The latest market crash came as the country's most influential Buddhist clerics joined a growing list of former allies calling for the government's resignation.
"The country is fast becoming a failed state," senior monk Medagama Dhammananda told reporters in the central city of Kandy.
Dhammananda said he and fellow Buddhist leaders had jointly petitioned President Gotabaya Rajapaksa to establish an interim government "to pull the country out of this crisis".
Such a move would require the resignation of Prime Minister Mahinda Rajapaksa -- the president's brother and head of Sri Lanka's powerful ruling family.
Gotabaya has faced similar calls to step down, with thousands of protesters camped outside his seafront office in Colombo for more than two weeks.
Before the crisis, both men were beloved by much of the country's Sinhalese Buddhist majority for bringing a decades-long ethnic civil war against the Tamil Tigers to a brutal end.
Monday's rebuke from the Buddhist clergy is the latest public departure by formerly steadfast allies of the Rajapaksa clan.
Recent weeks have seen the fracturing of the government's ruling coalition, along with business leaders and a former cabinet minister urging the Rajapaksas to resign.
- 'Painful few years' -
Sri Lanka's economic collapse began to be felt after the coronavirus pandemic torpedoed vital revenue from tourism and remittances.
Utilities unable to pay for fuel imports have imposed lengthy daily blackouts to ration power, while long lines snake around service stations as people queue for petrol and kerosene.

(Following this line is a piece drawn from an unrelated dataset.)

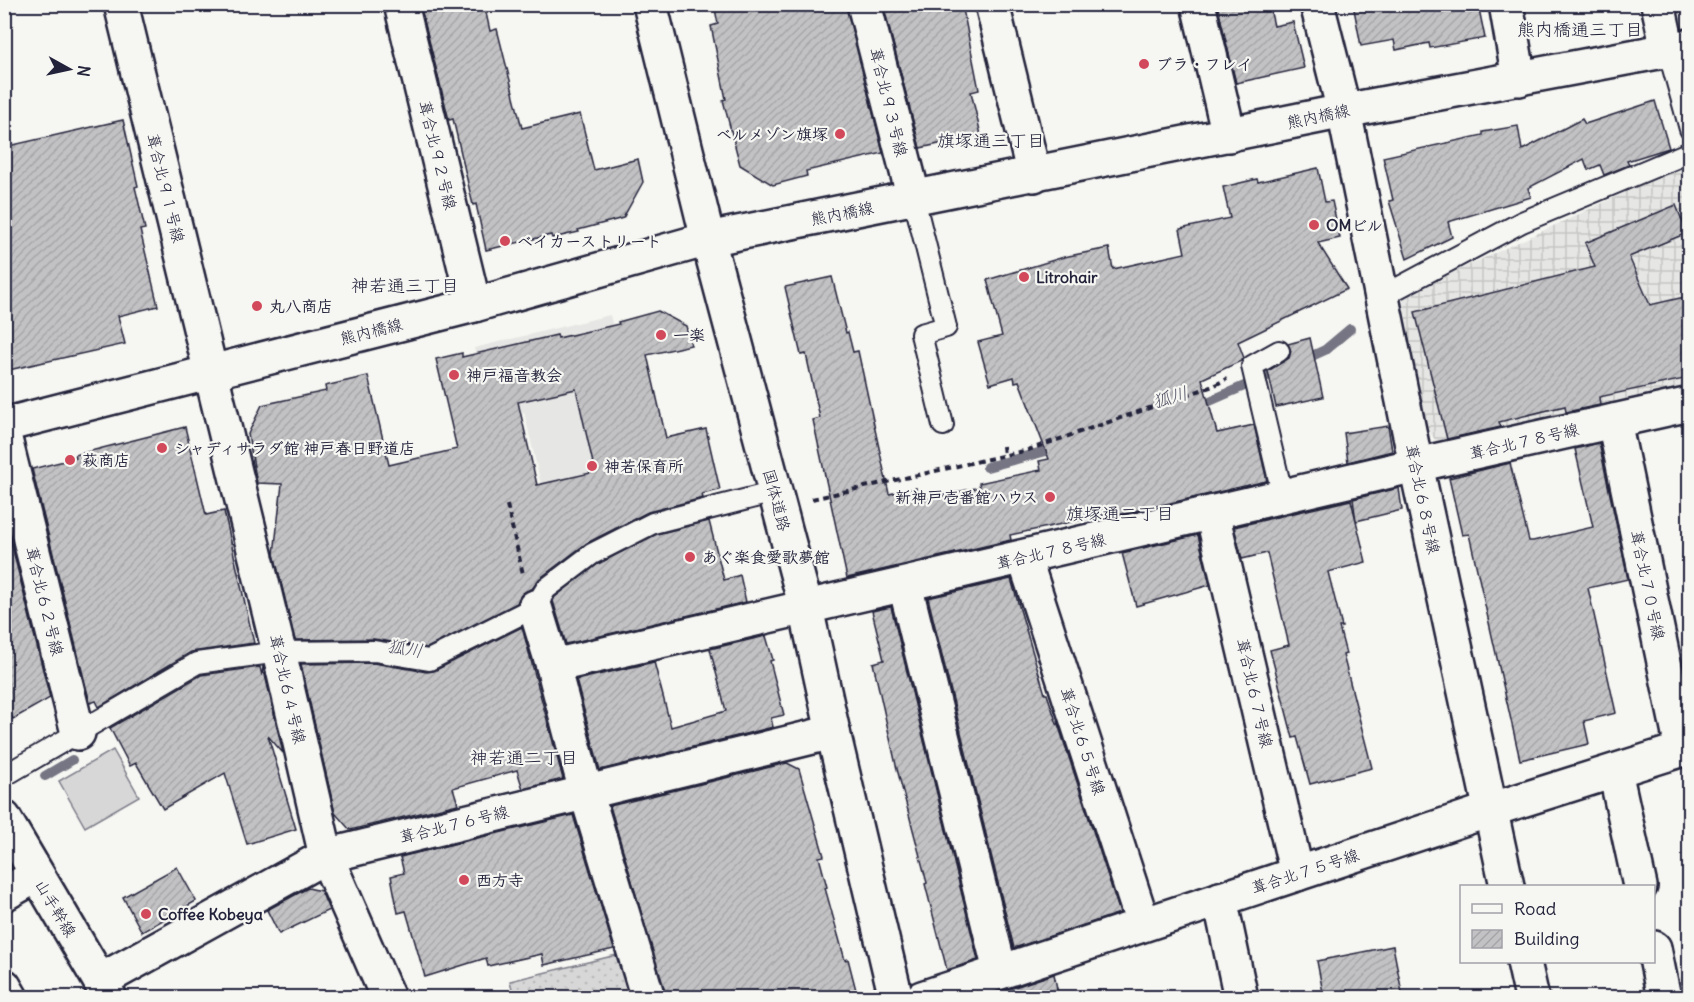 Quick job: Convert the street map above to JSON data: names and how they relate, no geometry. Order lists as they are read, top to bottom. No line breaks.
{"streets":{"street":["葺合北９３号線","熊内橋線","葺合北９２号線","葺合北９１号線","葺合北７８号線","葺合北６８号線","国体道路","葺合北７０号線","葺合北６２号線","葺合北６４号線","葺合北６７号線","葺合北６５号線","葺合北７６号線","葺合北７５号線","山手幹線"]},"crossings":[["葺合北９３号線","熊内橋線"],["熊内橋線","葺合北９２号線"],["熊内橋線","葺合北９１号線"],["熊内橋線","葺合北６８号線"],["熊内橋線","国体道路"],["熊内橋線","葺合北６４号線"],["葺合北９１号線","葺合北６４号線"],["葺合北７８号線","葺合北６８号線"],["葺合北７８号線","国体道路"],["葺合北７８号線","葺合北７０号線"],["葺合北７８号線","葺合北６７号線"],["葺合北７８号線","葺合北６５号線"],["葺合北６８号線","葺合北７５号線"],["国体道路","葺合北７６号線"],["葺合北７０号線","葺合北７５号線"],["葺合北６４号線","葺合北７６号線"],["葺合北６７号線","葺合北７５号線"],["葺合北６５号線","葺合北７５号線"],["葺合北７６号線","山手幹線"]],"districts":["熊内橋通三丁目","旗塚通三丁目","神若通三丁目","旗塚通二丁目","神若通二丁目"],"water":["狐川"],"places":["ブラ・フレイ","ベルメゾン旗塚","OMビル","ベイカーストリート","Litrohair","丸八商店","一楽","神戸福音教会","シャディサラダ館 神戸春日野道店","萩商店","神若保育所","新神戸壱番館ハウス","あぐ楽食愛歌夢館","西方寺","Coffee Kobeya"],"legend":["Road","Building"],"north":"right"}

Hospitals are short of vital medicines, the government has appealed to citizens abroad for donations and record inflation has added to everyday hardships.
Public anger over mismanagement of the crisis is at a fever pitch, with weeks of protests demanding the government's resignation around the island.
Last week a man was shot dead when police fired on a road blockade in the central town of Rambukkana, sparking further outrage against authorities.
Sri Lankan officials were in Washington last week to negotiate with the International Monetary Fund for a bailout, but official sources said there was no immediate prospect of emergency funding from the lender.
Colombo is now banking on further bilateral help from India, China and Japan to help keep the country afloat, a finance ministry source told AFP.
Beijing's ambassador to Colombo, Qi Zhenhong, said his country was already involved in "all-out efforts" to help Sri Lanka and said European former colonial powers should also lend their assistance.
Finance minister Ali Sabry, who is part of the Washington delegation, warned last week that the economic situation would likely deteriorate even further.
"It is going to get worse before it gets better," Sabry told reporters. "It is going to be a painful few years ahead."